« Comme l’amour de la justice est la première qualité d’un juge, aussi la première qualité d’un historien est l’amour et la recherche de la vérité des choses passées. » (Jean Mabillon, Brèves réflexions sur quelques règles de l’histoire)

C’est un rapport qui soulève bien des inquiétudes. Publié en 2022 par l’UNESCO en anglais, il est intitulé History under attack : Holocaust denial and distortion ; ce qui peut se traduire par « l’histoire attaquée : négation de l’Holocauste et distorsion sur les réseaux sociaux ». Fondé sur le recensement des messages « relatifs à l’Holocauste qui nient ou déforment ces contenus », dans les médias sociaux les plus puissants — Facebook, Instagram, Telegram, TikTok et Twitter —, ce rapport montre que sur l’ensemble de ces plateformes, 16,4 % des contenus d’un échantillon d’éléments ayant trait à l’Holocauste sont négationnistes.
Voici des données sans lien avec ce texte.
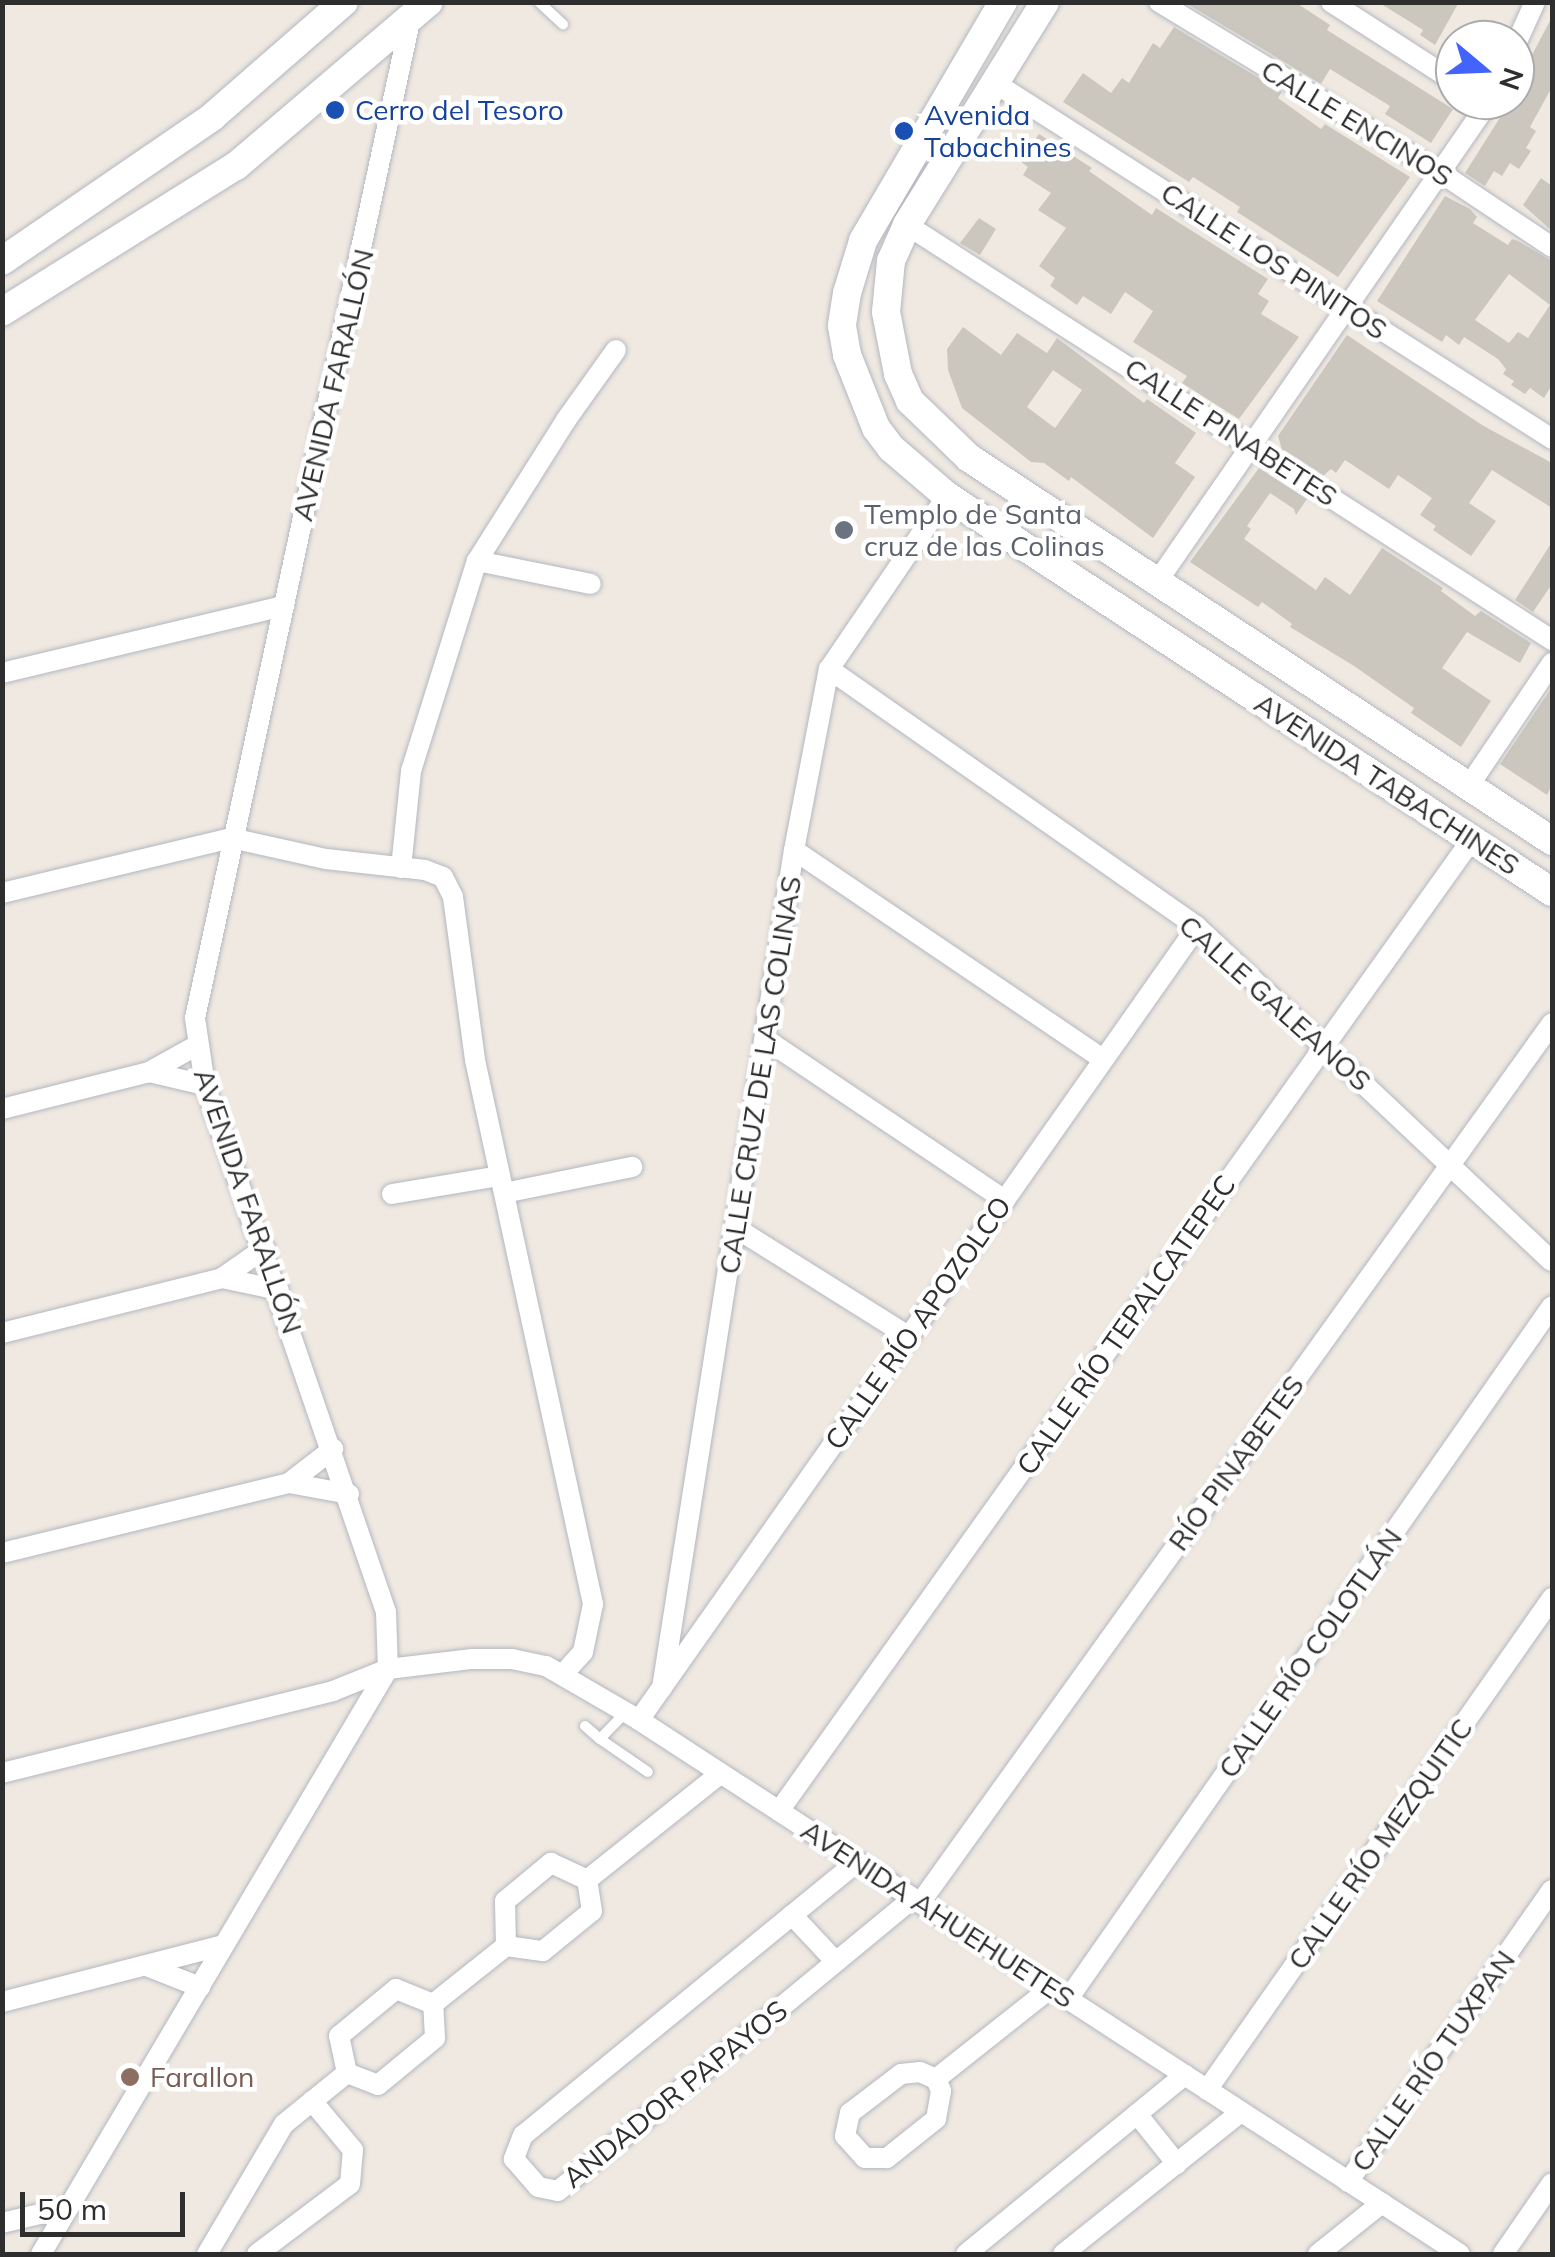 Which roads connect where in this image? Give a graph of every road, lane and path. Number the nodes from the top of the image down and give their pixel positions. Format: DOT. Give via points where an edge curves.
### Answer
graph roads {
  1 [pos="344,2"];
  2 [pos="539,2"];
  3 [pos="1004,2"];
  4 [pos="1045,2"];
  5 [pos="1159,2"];
  6 [pos="1331,2"];
  7 [pos="418,8"];
  8 [pos="563,24"];
  9 [pos="1435,69"];
  10 [pos="995,83"];
  11 [pos="1475,120"];
  12 [pos="1440,173"];
  13 [pos="908,225"];
  14 [pos="1552,248"];
  15 [pos="2,261"];
  16 [pos="1348,308"];
  17 [pos="2,312"];
  18 [pos="616,350"];
  19 [pos="1552,439"];
  20 [pos="1254,446"];
  21 [pos="947,496"];
  22 [pos="477,561"];
  23 [pos="1158,582"];
  24 [pos="591,584"];
  25 [pos="284,606"];
  26 [pos="1552,640"];
  27 [pos="1552,663"];
  28 [pos="829,669"];
  29 [pos="2,672"];
  30 [pos="1468,786"];
  31 [pos="230,838"];
  32 [pos="1472,838"];
  33 [pos="1552,841"];
  34 [pos="794,850"];
  35 [pos="401,868"];
  36 [pos="1552,892"];
  37 [pos="2,893"];
  38 [pos="1196,927"];
  39 [pos="1552,1023"];
  40 [pos="765,1039"];
  41 [pos="196,1046"];
  42 [pos="1324,1046"];
  43 [pos="1103,1059"];
  44 [pos="150,1072"];
  45 [pos="206,1085"];
  46 [pos="2,1109"];
  47 [pos="1450,1165"];
  48 [pos="632,1166"];
  49 [pos="502,1185"];
  50 [pos="392,1194"];
  51 [pos="1004,1200"];
  52 [pos="736,1228"];
  53 [pos="264,1248"];
  54 [pos="1552,1262"];
  55 [pos="222,1278"];
  56 [pos="279,1290"];
  57 [pos="1552,1306"];
  58 [pos="2,1332"];
  59 [pos="908,1336"];
  60 [pos="333,1449"];
  61 [pos="289,1483"];
  62 [pos="348,1494"];
  63 [pos="2,1554"];
  64 [pos="1552,1598"];
  65 [pos="388,1669"];
  66 [pos="562,1674"];
  67 [pos="662,1688"];
  68 [pos="632,1716"];
  69 [pos="585,1726"];
  70 [pos="600,1739"];
  71 [pos="648,1772"];
  72 [pos="2,1773"];
  73 [pos="721,1774"];
  74 [pos="779,1811"];
  75 [pos="857,1862"];
  76 [pos="587,1880"];
  77 [pos="1552,1890"];
  78 [pos="916,1901"];
  79 [pos="792,1915"];
  80 [pos="224,1945"];
  81 [pos="506,1946"];
  82 [pos="836,1962"];
  83 [pos="149,1967"];
  84 [pos="200,1987"];
  85 [pos="1059,1994"];
  86 [pos="2,2002"];
  87 [pos="433,2004"];
  88 [pos="347,2073"];
  89 [pos="1184,2075"];
  90 [pos="936,2079"];
  91 [pos="1206,2090"];
  92 [pos="312,2101"];
  93 [pos="1241,2112"];
  94 [pos="1138,2114"];
  95 [pos="1176,2164"];
  96 [pos="1348,2182"];
  97 [pos="1552,2183"];
  98 [pos="1382,2203"];
  99 [pos="69,2207"];
  100 [pos="2,2223"];
  101 [pos="40,2254"];
  102 [pos="206,2254"];
  103 [pos="258,2254"];
  104 [pos="966,2254"];
  105 [pos="1062,2254"];
  106 [pos="1318,2254"];
  107 [pos="1460,2254"];
  108 [pos="1503,2254"];
  1 -- 15 [label="street" via="212,117"];
  2 -- 8 [label="lane"];
  3 -- 21 [label="street, AVENIDA TABACHINES" via="862,241 842,326 876,428"];
  4 -- 10 [label="street, AVENIDA TABACHINES"];
  5 -- 12 [label="street, CALLE ENCINOS"];
  6 -- 9 [label="street"];
  7 -- 17 [label="street" via="236,166"];
  7 -- 25 [label="street, AVENIDA FARALLÓN"];
  10 -- 13 [label="street, AVENIDA TABACHINES"];
  10 -- 16 [label="street, CALLE LOS PINITOS"];
  11 -- 12 [label="street"];
  12 -- 14 [label="street, CALLE ENCINOS"];
  12 -- 16 [label="street"];
  13 -- 20 [label="street, CALLE PINABETES"];
  13 -- 23 [label="street, AVENIDA TABACHINES" via="886,279 886,312 910,401 969,458"];
  16 -- 19 [label="street, CALLE LOS PINITOS"];
  16 -- 20 [label="street"];
  18 -- 22 [label="street"];
  20 -- 23 [label="street"];
  20 -- 26 [label="street, CALLE PINABETES"];
  21 -- 28 [label="street, CALLE CRUZ DE LAS COLINAS"];
  21 -- 32 [label="street, AVENIDA TABACHINES"];
  22 -- 24 [label="street"];
  22 -- 35 [label="street" via="411,771"];
  23 -- 30 [label="street, AVENIDA TABACHINES"];
  25 -- 29 [label="street"];
  25 -- 31 [label="street, AVENIDA FARALLÓN"];
  27 -- 30 [label="street"];
  28 -- 34 [label="street, CALLE CRUZ DE LAS COLINAS"];
  28 -- 38 [label="street, CALLE GALEANOS"];
  30 -- 33 [label="street, AVENIDA TABACHINES"];
  31 -- 35 [label="street"];
  31 -- 37 [label="street"];
  31 -- 41 [label="street, AVENIDA FARALLÓN" via="200,987"];
  32 -- 36 [label="street, AVENIDA TABACHINES"];
  32 -- 42 [label="street, CALLE RÍO TEPALCATEPEC"];
  34 -- 40 [label="street, CALLE CRUZ DE LAS COLINAS"];
  34 -- 43 [label="street"];
  35 -- 49 [label="street" via="435,872 452,897"];
  38 -- 42 [label="street, CALLE GALEANOS"];
  38 -- 43 [label="street, CALLE RÍO APOZOLCO"];
  39 -- 47 [label="street, RÍO PINABETES"];
  40 -- 51 [label="street"];
  40 -- 52 [label="street, CALLE CRUZ DE LAS COLINAS"];
  41 -- 44 [label="street"];
  41 -- 45 [label="street, AVENIDA FARALLÓN"];
  42 -- 47 [label="street, CALLE GALEANOS"];
  42 -- 74 [label="street, CALLE RÍO TEPALCATEPEC"];
  43 -- 51 [label="street, CALLE RÍO APOZOLCO"];
  44 -- 45 [label="street"];
  44 -- 46 [label="street"];
  45 -- 53 [label="street, AVENIDA FARALLÓN"];
  47 -- 54 [label="street, CALLE GALEANOS"];
  47 -- 78 [label="street, RÍO PINABETES"];
  48 -- 49 [label="street"];
  49 -- 50 [label="street"];
  49 -- 66 [label="street" via="592,1604 582,1652"];
  51 -- 59 [label="street, CALLE RÍO APOZOLCO"];
  52 -- 59 [label="street"];
  52 -- 67 [label="street, CALLE CRUZ DE LAS COLINAS"];
  53 -- 55 [label="street"];
  53 -- 56 [label="street, AVENIDA FARALLÓN"];
  55 -- 56 [label="street"];
  55 -- 58 [label="street"];
  56 -- 60 [label="street, AVENIDA FARALLÓN"];
  57 -- 85 [label="street, CALLE RÍO COLOTLÁN"];
  59 -- 67 [label="street, CALLE RÍO APOZOLCO"];
  60 -- 61 [label="street"];
  60 -- 62 [label="street, AVENIDA FARALLÓN"];
  61 -- 62 [label="street"];
  61 -- 63 [label="street"];
  62 -- 65 [label="street, AVENIDA FARALLÓN" via="386,1612"];
  64 -- 91 [label="street, CALLE RÍO MEZQUITIC"];
  65 -- 66 [label="street, AVENIDA AHUEHUETES" via="512,1659"];
  65 -- 72 [label="street, AVENIDA AHUEHUETES" via="333,1691"];
  65 -- 80 [label="street"];
  66 -- 68 [label="street, AVENIDA AHUEHUETES"];
  67 -- 68 [label="street, CALLE RÍO APOZOLCO"];
  68 -- 70 [label="lane"];
  68 -- 73 [label="street, AVENIDA AHUEHUETES"];
  69 -- 70 [label="lane"];
  70 -- 71 [label="lane"];
  73 -- 74 [label="street, AVENIDA AHUEHUETES"];
  73 -- 76 [label="street"];
  74 -- 75 [label="street, AVENIDA AHUEHUETES"];
  75 -- 78 [label="street, AVENIDA AHUEHUETES"];
  75 -- 79 [label="street, ANDADOR PAPAYOS"];
  76 -- 81 [label="street" via="592,1911 568,1931 543,1950"];
  76 -- 81 [label="street" via="551,1863 504,1901"];
  77 -- 96 [label="street, CALLE RÍO TUXPAN"];
  78 -- 82 [label="street, ANDADOR PAPAYOS"];
  78 -- 85 [label="street, AVENIDA AHUEHUETES"];
  79 -- 82 [label="street"];
  79 -- 82 [label="street, ANDADOR PAPAYOS" via="523,2135 514,2159 538,2187 558,2191"];
  80 -- 83 [label="street"];
  80 -- 84 [label="street"];
  81 -- 87 [label="street"];
  83 -- 84 [label="street"];
  83 -- 86 [label="street"];
  84 -- 99 [label="street"];
  85 -- 89 [label="street, AVENIDA AHUEHUETES"];
  85 -- 90 [label="street, CALLE RÍO COLOTLÁN"];
  87 -- 88 [label="street" via="436,2038 378,2085"];
  87 -- 88 [label="street" via="396,1990 339,2036"];
  88 -- 92 [label="street"];
  89 -- 91 [label="street, AVENIDA AHUEHUETES"];
  89 -- 94 [label="street"];
  90 -- 90 [label="street" via="936,2119 886,2158 864,2158 845,2136 850,2113 902,2074"];
  91 -- 93 [label="street, AVENIDA AHUEHUETES"];
  92 -- 102 [label="street" via="284,2124"];
  92 -- 103 [label="street" via="353,2150 350,2184"];
  93 -- 95 [label="street"];
  93 -- 96 [label="street, AVENIDA AHUEHUETES"];
  94 -- 95 [label="street"];
  94 -- 104 [label="street"];
  95 -- 105 [label="street"];
  96 -- 98 [label="street, AVENIDA AHUEHUETES"];
  97 -- 108 [label="street"];
  98 -- 106 [label="street"];
  98 -- 107 [label="street, AVENIDA AHUEHUETES"];
  99 -- 100 [label="street"];
  99 -- 101 [label="street"];
}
Ce résultat cache toutefois de grandes différences puisque si sur TikTok ce sont 17 % des contenus qui nient ou déforment l’Holocauste, en revanche sur Telegram, la proportion atteint 50 % des contenus. Enfin, les avancées technologiques promises par l’intelligence artificielle sont loin d’être rassurantes, dans la mesure où celle-ci accroît les capacités de manipulation des sources et des témoignages et risque de rendre encore plus difficile l’identification du mensonge. 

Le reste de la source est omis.